There are five Area Electives in the EE curriculum. The area electives must be selected as follows:
- 3 from a single area of electrical and computer engineering, and
- 1 from each of two other areas of electrical and computer engineering.
Here are the areas and the courses in thoses areas:
- Electronics (Depth and Breadth):
- EE345, EE365, EE441, EE442, EE445, EE446, EE447, EE448
- Power (Depth and Breadth):
- EE333, EE430, EE431, EE438, EE439, EE448
- Computers (Depth Only):
- EE360, EE361, EE363, EE365, EE368, EE404, EE407, EE408, EE410, EE427, EE462, EE465, EE466, EE468
- Computer Hardware (Breadth Only):
- EE360, EE365, EE404, EE407, EE466
- Computer Software (Breadth Only):
- EE361, EE363, EE368, EE408, EE410, EE427, EE462, EE465, EE468
- Signal Processing, Communication and Control (Depth Only):
- EE470, EE401, EE407, EE427, EE450, EE451, EE452, EE471
- Signal Processing and Communication (Breadth Only):
- EE470, EE401, EE407, EE 427, EE452, EE471
- Control (Breadth Only):
- EE450, EE451
- Biomedical and Rehabilitation Engineering (Breadth Only):
- BR400, EE485
Breadth Only Areas can be selected only if the corresponding Depth Only Area is not selected. For example, Computer Software can be used as a Breadth Area only if Computers is not used as a Depth Area.

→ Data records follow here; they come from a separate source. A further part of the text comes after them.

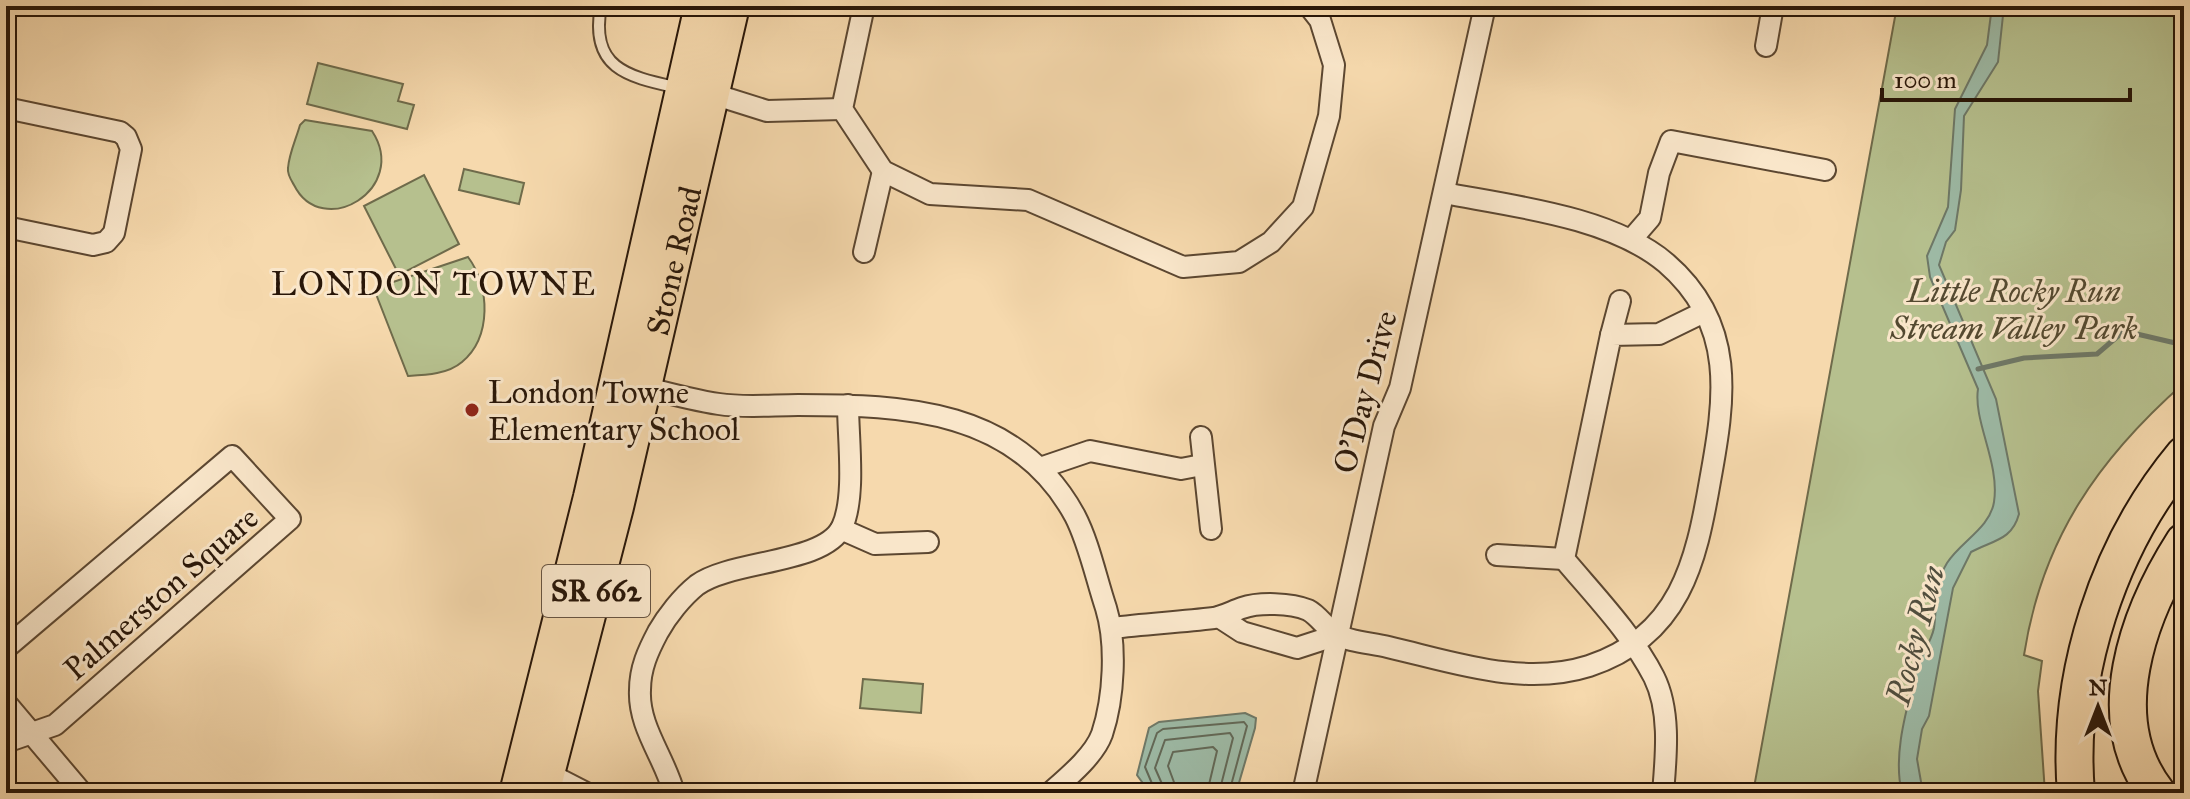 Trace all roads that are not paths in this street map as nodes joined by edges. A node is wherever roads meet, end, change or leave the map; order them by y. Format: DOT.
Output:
graph roads {
  1 [pos="601,6"];
  2 [pos="701,6"];
  3 [pos="733,6"];
  4 [pos="864,6"];
  5 [pos="1309,6"];
  6 [pos="1485,6"];
  7 [pos="1773,6"];
  8 [pos="1766,46"];
  9 [pos="681,89"];
  10 [pos="713,94"];
  11 [pos="6,108"];
  12 [pos="842,109"];
  13 [pos="1825,170"];
  14 [pos="883,171"];
  15 [pos="1444,193"];
  16 [pos="6,227"];
  17 [pos="1631,240"];
  18 [pos="864,252"];
  19 [pos="1620,301"];
  20 [pos="1704,312"];
  21 [pos="1611,335"];
  22 [pos="631,383"];
  23 [pos="848,405"];
  24 [pos="1201,437"];
  25 [pos="2184,455"];
  26 [pos="1202,465"];
  27 [pos="1040,468"];
  28 [pos="841,529"];
  29 [pos="1211,529"];
  30 [pos="928,542"];
  31 [pos="2184,542"];
  32 [pos="1497,555"];
  33 [pos="1564,559"];
  34 [pos="1219,617"];
  35 [pos="1112,628"];
  36 [pos="1337,635"];
  37 [pos="1631,644"];
  38 [pos="6,648"];
  39 [pos="6,703"];
  40 [pos="30,731"];
  41 [pos="6,742"];
  42 [pos="546,783"];
  43 [pos="82,793"];
  44 [pos="516,793"];
  45 [pos="586,793"];
  46 [pos="674,793"];
  47 [pos="1050,793"];
  48 [pos="1303,793"];
  49 [pos="1663,793"];
  50 [pos="2076,793"];
  51 [pos="2157,793"];
  1 -- 9 [label="lane"];
  2 -- 9 [label="main road, Stone Road / SR 662"];
  3 -- 10 [label="main road, Stone Road / SR 662"];
  4 -- 12 [label="street"];
  5 -- 14 [label="street"];
  6 -- 15 [label="street, O'Day Drive"];
  7 -- 8 [label="street"];
  9 -- 22 [label="main road, Stone Road / SR 662"];
  10 -- 12 [label="street"];
  10 -- 22 [label="main road, Stone Road / SR 662"];
  11 -- 16 [label="street"];
  12 -- 14 [label="street"];
  13 -- 17 [label="street"];
  14 -- 18 [label="street"];
  15 -- 17 [label="street"];
  15 -- 36 [label="street, O'Day Drive"];
  17 -- 20 [label="street"];
  19 -- 21 [label="street"];
  20 -- 21 [label="street"];
  20 -- 37 [label="street"];
  21 -- 33 [label="street"];
  22 -- 23 [label="street"];
  22 -- 42 [label="main road, Stone Road / SR 662"];
  22 -- 44 [label="main road, Stone Road / SR 662"];
  23 -- 27 [label="street"];
  23 -- 28 [label="street"];
  24 -- 26 [label="street"];
  25 -- 50 [label="highway"];
  26 -- 27 [label="street"];
  26 -- 29 [label="street"];
  27 -- 35 [label="street"];
  28 -- 30 [label="street"];
  28 -- 46 [label="street"];
  31 -- 51 [label="highway"];
  32 -- 33 [label="street"];
  33 -- 37 [label="street"];
  34 -- 35 [label="street"];
  34 -- 36 [label="street"];
  34 -- 36 [label="street"];
  35 -- 47 [label="street"];
  36 -- 37 [label="street"];
  36 -- 48 [label="street, O'Day Drive"];
  37 -- 49 [label="street"];
  38 -- 40 [label="street, Palmerston Square"];
  39 -- 40 [label="street"];
  40 -- 41 [label="street"];
  40 -- 43 [label="street"];
  42 -- 45 [label="street"];
}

There are other ways of selecting Area Electives to achieve depth and breadth. An Area Elective Plan must be submitted for a plan that does not conform to the above organization of EE electives. No Area Elective Plan needs to be submitted for plans that conform to the above organization of EE electives.

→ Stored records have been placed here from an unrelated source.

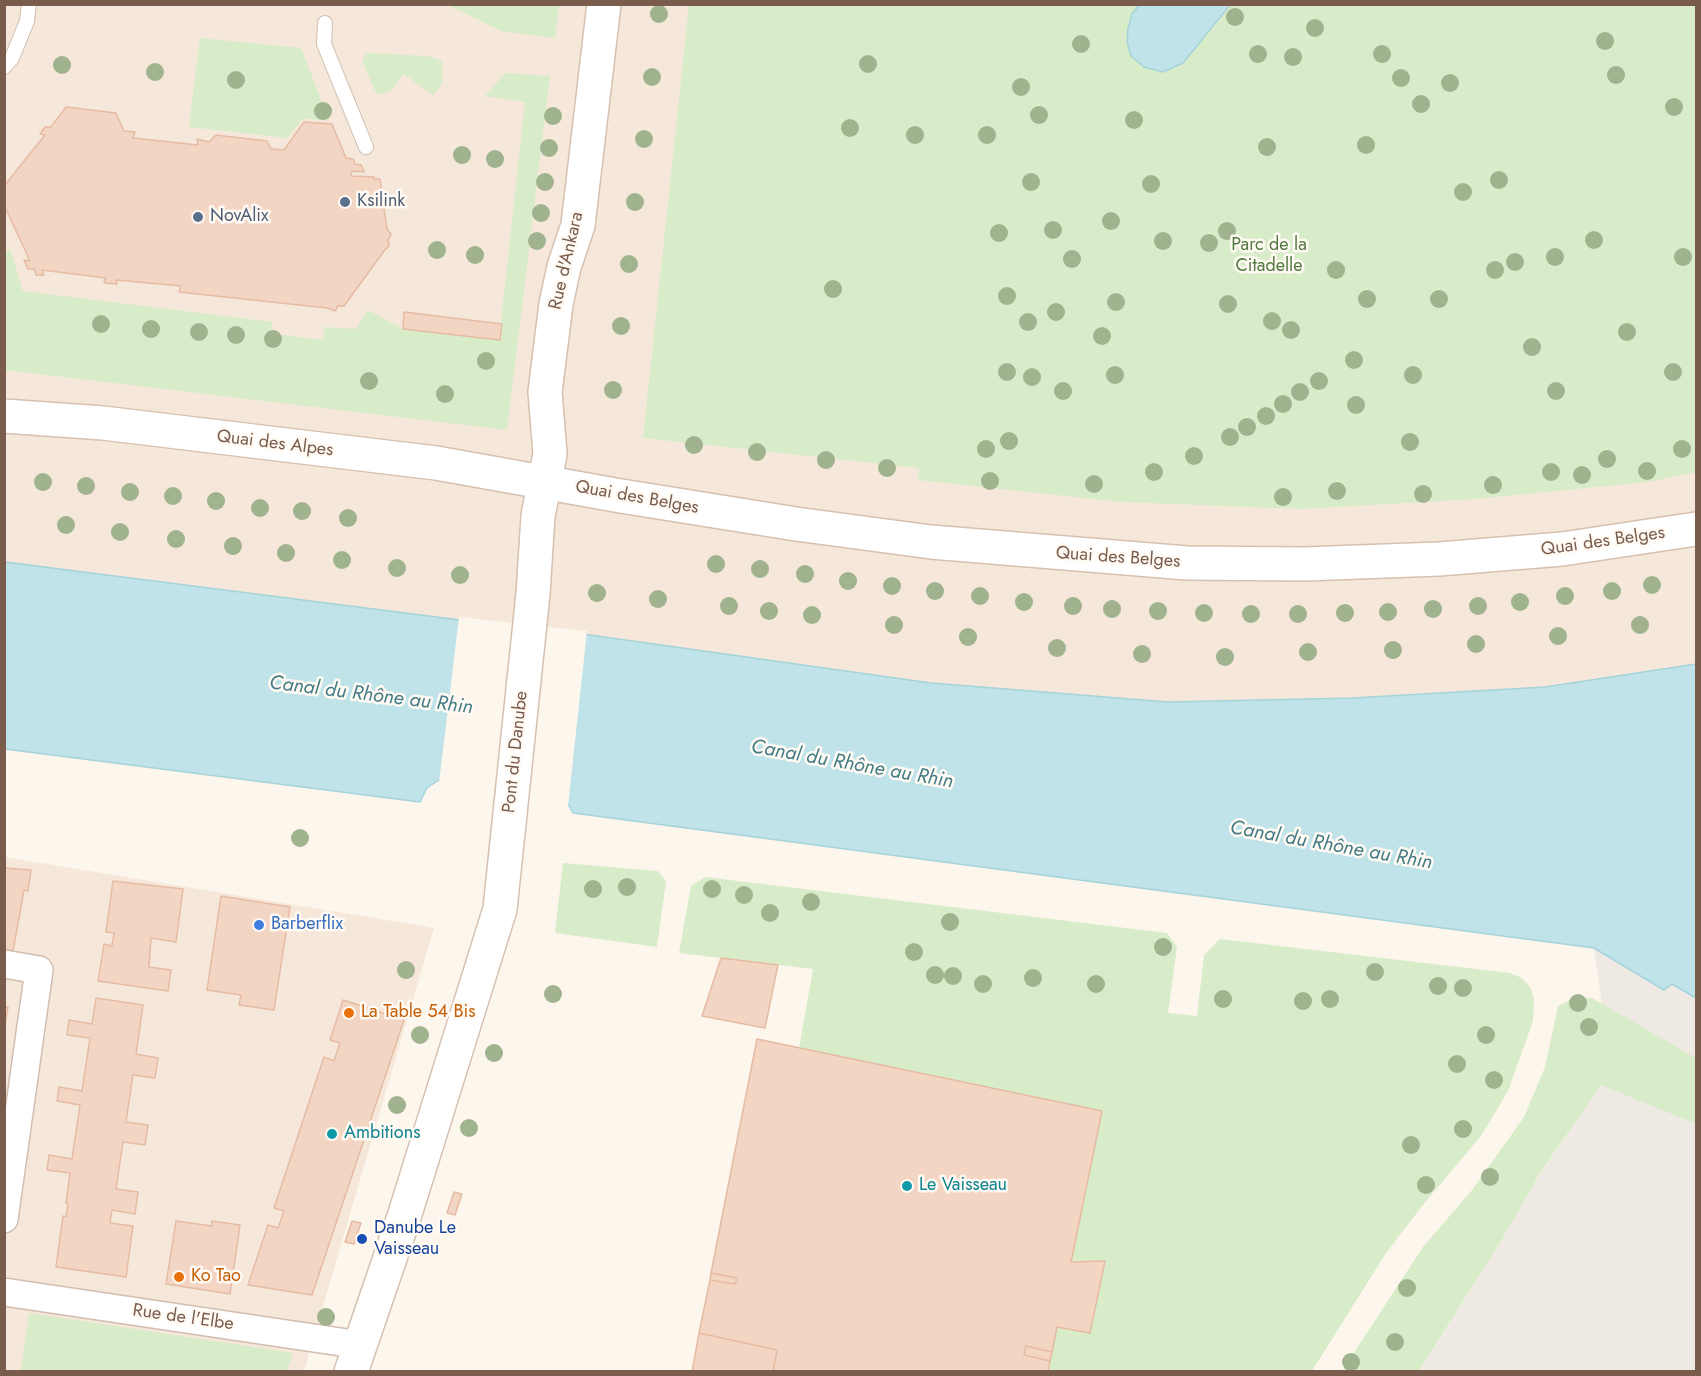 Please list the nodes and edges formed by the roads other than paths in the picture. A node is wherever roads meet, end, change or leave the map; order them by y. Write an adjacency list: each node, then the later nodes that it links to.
1 (29, 4): 4 (lane)
2 (604, 4): 7 (main road, Rue d'Ankara)
3 (325, 23): 5 (lane)
4 (4, 67)
5 (366, 147)
6 (4, 416): 7 (main road, Quai des Alpes)
7 (544, 481): 8 (main road, Quai des Belges); 9 (main road, Rue d'Ankara)
8 (1696, 529)
9 (533, 594): 13 (main road, Pont du Danube)
10 (4, 964): 11 (street)
11 (4, 1219)
12 (4, 1292): 13 (street, Rue de l'Elbe)
13 (356, 1358)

KA/UC (Knowledge Area/University Course) Elective
A total of five KA/UC courses which must be taken to cover four of the six knowledge areas:
- Cultures and Societies (CSO)
- Contemporary and Global Issues (CGI)
- Imaginative Arts (IA)
- Science, Technology, and Society (STS)
- Economics and Organizations (EC)
- Individual and Group Behavior (IG)
At least one of the KA/UC courses must be a University course. University courses are interdisciplinary courses that cover two or more knowledge areas.
One of the KA/UC courses must be in the EC area. EC350 is the recommended EC Knowledge Area elective.

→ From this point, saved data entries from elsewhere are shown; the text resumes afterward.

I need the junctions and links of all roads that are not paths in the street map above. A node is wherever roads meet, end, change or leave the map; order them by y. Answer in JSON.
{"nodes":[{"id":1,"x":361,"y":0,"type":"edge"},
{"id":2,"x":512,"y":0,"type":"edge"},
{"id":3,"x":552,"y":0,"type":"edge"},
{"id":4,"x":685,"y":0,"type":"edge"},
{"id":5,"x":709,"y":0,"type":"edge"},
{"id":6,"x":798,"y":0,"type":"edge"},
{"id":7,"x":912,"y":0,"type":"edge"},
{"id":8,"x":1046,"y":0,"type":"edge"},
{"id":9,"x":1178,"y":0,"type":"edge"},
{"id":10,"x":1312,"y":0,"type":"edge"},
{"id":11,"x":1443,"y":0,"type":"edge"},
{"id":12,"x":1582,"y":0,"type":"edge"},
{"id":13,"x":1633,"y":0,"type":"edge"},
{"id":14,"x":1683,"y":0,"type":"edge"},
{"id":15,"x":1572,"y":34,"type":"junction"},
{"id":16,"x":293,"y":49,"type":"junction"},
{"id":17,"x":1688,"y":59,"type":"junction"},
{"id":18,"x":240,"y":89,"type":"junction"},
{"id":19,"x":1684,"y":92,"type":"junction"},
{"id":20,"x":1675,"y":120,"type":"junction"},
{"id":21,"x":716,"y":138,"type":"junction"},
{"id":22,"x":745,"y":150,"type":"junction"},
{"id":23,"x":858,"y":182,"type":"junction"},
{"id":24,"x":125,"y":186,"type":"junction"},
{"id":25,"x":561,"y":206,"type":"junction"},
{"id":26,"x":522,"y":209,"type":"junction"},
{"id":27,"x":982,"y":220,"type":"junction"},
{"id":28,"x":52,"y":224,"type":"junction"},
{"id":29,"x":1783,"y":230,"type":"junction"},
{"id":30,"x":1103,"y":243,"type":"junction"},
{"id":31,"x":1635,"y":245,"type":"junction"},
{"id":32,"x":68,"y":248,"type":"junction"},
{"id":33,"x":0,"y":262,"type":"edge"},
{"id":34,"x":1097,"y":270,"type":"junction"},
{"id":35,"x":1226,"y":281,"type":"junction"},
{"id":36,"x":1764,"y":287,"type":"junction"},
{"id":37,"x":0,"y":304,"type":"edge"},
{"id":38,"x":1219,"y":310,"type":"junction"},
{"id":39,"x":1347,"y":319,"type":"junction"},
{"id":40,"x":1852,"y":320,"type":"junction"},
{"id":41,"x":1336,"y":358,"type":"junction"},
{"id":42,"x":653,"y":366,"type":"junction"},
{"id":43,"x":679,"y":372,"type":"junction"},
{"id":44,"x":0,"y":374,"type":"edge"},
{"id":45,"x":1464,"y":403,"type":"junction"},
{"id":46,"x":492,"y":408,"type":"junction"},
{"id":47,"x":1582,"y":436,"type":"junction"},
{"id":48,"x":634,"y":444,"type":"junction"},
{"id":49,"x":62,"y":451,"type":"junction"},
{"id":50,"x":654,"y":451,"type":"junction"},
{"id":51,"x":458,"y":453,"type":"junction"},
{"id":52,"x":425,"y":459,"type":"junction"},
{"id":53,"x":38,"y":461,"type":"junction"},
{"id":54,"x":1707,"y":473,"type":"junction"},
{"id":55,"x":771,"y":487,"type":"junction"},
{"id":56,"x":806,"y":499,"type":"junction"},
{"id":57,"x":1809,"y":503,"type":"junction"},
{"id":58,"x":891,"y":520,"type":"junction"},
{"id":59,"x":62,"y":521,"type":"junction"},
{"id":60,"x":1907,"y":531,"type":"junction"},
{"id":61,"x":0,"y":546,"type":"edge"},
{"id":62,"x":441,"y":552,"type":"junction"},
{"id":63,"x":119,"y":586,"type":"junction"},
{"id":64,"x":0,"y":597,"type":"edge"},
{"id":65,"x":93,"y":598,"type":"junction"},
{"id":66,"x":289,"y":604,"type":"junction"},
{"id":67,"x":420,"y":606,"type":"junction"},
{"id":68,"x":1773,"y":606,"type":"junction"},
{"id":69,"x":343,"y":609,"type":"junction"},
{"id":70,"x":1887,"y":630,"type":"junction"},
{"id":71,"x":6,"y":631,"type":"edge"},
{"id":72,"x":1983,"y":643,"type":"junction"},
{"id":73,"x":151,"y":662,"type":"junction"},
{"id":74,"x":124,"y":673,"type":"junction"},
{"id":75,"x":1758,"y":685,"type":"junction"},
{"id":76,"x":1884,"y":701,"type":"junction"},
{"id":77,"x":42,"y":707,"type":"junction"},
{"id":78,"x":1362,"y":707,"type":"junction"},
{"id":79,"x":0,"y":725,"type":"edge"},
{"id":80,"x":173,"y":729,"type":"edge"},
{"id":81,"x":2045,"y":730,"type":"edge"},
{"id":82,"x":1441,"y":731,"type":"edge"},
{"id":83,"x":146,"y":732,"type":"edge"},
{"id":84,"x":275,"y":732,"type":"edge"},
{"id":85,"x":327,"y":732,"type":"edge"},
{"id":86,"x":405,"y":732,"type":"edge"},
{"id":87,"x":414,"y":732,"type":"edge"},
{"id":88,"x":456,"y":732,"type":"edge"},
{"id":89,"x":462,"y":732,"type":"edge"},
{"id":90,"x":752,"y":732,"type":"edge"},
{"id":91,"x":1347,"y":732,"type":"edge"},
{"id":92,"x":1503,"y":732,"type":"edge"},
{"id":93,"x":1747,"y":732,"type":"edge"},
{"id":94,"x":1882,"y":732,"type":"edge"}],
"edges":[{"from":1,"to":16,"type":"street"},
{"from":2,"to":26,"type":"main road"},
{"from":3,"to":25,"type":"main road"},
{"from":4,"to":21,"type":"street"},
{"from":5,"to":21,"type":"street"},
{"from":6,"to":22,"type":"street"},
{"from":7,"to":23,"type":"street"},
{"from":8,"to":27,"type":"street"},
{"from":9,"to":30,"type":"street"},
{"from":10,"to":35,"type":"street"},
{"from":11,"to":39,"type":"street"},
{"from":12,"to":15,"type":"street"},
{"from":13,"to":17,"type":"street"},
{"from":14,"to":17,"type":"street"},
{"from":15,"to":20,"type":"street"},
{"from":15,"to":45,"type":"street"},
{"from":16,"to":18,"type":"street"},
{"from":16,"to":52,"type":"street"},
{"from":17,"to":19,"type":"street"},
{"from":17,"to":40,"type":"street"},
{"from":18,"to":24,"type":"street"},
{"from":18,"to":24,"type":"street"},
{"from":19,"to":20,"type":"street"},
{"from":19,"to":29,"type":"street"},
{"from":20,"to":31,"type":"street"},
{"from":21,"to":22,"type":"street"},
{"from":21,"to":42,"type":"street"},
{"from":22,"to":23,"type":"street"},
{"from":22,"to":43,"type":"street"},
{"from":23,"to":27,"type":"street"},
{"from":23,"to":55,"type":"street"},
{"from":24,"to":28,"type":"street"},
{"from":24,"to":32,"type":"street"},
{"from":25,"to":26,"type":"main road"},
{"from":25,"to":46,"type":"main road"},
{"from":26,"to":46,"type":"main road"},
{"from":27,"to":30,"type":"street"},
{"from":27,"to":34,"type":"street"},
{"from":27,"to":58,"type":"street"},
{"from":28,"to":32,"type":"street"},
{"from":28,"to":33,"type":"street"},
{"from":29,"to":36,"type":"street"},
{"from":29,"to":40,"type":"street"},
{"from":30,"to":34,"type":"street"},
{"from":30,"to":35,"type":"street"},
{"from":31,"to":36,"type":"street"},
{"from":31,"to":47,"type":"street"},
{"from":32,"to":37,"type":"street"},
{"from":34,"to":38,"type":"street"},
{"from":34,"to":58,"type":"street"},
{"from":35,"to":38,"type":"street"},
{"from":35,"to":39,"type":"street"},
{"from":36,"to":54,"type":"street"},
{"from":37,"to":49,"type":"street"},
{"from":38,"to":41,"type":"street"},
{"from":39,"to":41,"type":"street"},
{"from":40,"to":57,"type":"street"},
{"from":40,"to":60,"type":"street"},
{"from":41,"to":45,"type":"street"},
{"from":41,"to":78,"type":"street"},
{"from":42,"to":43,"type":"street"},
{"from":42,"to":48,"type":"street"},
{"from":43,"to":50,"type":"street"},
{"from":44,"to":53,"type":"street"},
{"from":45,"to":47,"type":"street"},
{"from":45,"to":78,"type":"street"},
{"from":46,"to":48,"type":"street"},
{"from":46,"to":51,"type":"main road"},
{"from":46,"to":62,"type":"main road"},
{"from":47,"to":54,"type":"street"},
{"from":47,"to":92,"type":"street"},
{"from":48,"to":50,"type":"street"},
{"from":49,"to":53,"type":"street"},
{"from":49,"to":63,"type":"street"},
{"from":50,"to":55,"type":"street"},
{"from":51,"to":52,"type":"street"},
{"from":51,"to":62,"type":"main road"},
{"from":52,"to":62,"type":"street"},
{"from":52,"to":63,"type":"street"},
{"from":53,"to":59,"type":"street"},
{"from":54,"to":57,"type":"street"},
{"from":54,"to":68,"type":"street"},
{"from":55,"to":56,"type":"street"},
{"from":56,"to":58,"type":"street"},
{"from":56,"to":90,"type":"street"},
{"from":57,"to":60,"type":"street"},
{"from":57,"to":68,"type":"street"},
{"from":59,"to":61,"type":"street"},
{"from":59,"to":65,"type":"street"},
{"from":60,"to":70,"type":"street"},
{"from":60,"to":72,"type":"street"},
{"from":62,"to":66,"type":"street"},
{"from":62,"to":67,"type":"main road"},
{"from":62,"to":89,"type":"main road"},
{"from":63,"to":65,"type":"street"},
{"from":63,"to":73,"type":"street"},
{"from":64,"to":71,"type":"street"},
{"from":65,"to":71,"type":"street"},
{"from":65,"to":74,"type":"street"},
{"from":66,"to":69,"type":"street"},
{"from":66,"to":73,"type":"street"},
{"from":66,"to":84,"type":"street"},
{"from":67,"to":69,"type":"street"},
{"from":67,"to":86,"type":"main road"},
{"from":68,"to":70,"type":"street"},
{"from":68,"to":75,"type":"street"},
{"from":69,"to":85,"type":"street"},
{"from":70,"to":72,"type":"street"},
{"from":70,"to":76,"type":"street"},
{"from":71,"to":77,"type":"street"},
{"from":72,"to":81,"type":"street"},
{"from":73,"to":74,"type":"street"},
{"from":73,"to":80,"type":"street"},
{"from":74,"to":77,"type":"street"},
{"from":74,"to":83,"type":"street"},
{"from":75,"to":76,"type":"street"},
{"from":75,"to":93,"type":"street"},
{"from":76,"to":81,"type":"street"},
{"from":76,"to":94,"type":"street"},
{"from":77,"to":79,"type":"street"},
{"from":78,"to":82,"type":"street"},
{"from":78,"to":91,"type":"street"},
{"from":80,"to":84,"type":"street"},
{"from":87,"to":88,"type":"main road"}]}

These electives may be used for additional technical courses, technical communications courses, management courses (in preparation for an MBA), or any other college level coursework that may interest you. These electives may not repeat material you have already studied in some other course.
ROTC courses beyond the Freshman level may be used for this requirement.
Three-credit combinations of one-credit courses and two-credit courses may also be used for undesignated elective credit.